Tuesday, 19 July 2016

Making sense of senseless

If there is one word that should be removed from the dictionary, especially the dictionary used by news organisation headline writers, it is "senseless". I seem to have heard this word constantly throughout this summer, often prefixing "violence", but also attached to decisions made by referendum voters in the United Kingdom: the "senseless violence" of terrorist attacks in France, of the murder of white police officers in the United States, the "senseless decision" to leave the European Union.

My problem with the word is that there is a sense to everything. Nothing in a system involving the behaviour of human beings happens spontaneously; all you have to do is to look for the reason. Now that is, of course, something which certain sectors of the media do not want to do. It may be that the reasons are too opaque or complex for their readership or viewers, or may be these reasons do not suit the political perspective that the particular news organ is trying to push.

Stafford Beer once wrote that the purpose of a system is what it does. We all operate in systems, so one way to make sense of behaviour is to think about the system within which people operate. Now, there are many different systems that we could discuss, but one that concerns me is the global economic system which has prevailed for the last 30 years: neoliberalism.

Neoliberalism has been sold by its supporters as the most effective way to generate economic growth and wealth. And arguably it has succeeded in some respects, but there is also the argument that it has contributed to rising levels of inequality within countries around the world and between countries.  In addition, technologies which make other people's lifestyles more visible may be helping to create a perfect storm where people are increasingly becoming less well off than others and being much more aware of this. A situation which has the potential to explode.

And maybe this summer we are starting to see this explosion. For several years the rise of Islamic fundamentalism has spawned terrorist attacks around the world. While western headline writers like to describe these as "senseless", within the mind of the Salafist-Jihadi there is an innate logic and purpose to it: neoliberalism has contributed to the oppression of the Islamic world. The Black Lives Matter campaign has drawn attention to racial tensions in the United States, and individuals taking the law into their own hands by shooting white police officers see an intrinsic logic in this: neoliberalism has seen my people increasingly pushed to the bottom of the pile and excluded from the freedom and liberties which my country tells me I should have. Demographic analyses of the United Kingdom's electorate's decision to leave the European Union show that those areas of the country which have suffered the most economically in the last 30 years were the most likely to vote "Leave": neoliberalism has benefited a small sector of the British population, particularly those in the affluent south while the post-industrial north has been left to stagnate.
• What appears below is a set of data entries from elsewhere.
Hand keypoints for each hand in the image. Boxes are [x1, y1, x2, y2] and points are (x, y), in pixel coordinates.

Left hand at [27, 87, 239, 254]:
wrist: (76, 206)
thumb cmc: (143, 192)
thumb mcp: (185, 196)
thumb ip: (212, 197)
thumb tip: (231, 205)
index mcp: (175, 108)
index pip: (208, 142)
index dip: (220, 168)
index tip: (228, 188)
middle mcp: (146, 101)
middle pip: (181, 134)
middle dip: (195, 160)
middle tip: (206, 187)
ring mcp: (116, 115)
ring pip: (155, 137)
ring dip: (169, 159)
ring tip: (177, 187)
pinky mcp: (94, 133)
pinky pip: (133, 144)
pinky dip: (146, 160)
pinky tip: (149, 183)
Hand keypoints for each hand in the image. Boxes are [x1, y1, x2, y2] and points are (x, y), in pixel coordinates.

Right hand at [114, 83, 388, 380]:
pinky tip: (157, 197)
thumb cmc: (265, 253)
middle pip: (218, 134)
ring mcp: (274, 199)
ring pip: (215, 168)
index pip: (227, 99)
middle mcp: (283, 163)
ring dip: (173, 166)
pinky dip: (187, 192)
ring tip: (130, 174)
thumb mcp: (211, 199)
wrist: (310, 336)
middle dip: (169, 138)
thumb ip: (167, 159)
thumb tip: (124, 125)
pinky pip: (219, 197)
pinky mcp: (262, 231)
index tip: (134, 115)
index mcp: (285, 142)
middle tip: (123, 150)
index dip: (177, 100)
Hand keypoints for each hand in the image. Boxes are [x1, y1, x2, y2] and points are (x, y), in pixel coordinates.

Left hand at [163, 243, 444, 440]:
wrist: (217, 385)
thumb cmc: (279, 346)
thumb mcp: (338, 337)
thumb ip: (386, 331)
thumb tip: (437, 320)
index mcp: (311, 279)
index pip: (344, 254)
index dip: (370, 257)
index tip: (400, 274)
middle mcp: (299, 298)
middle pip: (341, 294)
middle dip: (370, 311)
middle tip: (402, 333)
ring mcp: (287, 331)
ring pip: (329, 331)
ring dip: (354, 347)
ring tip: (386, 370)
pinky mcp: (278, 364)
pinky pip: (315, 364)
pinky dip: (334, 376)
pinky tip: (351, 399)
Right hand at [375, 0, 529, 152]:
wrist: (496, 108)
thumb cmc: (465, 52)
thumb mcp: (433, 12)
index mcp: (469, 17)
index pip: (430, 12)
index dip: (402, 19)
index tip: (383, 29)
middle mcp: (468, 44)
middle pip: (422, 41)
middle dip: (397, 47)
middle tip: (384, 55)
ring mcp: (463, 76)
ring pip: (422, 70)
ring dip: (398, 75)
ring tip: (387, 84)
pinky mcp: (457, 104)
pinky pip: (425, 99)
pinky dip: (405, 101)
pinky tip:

Perhaps the dynamics of the neoliberal system are now starting to generate the backlash, and people who have not benefited from the system are rising up to show that they are not prepared to take any more. So, going back to Stafford Beer's observation, what is the purpose of the neoliberal system? If it is to extract wealth from the majority for the benefit of a small minority it has succeeded extremely well. But maybe its time is up.

Let us put the word "senseless" in the bin, and start to take a more systemic look at what is going on around us in the world.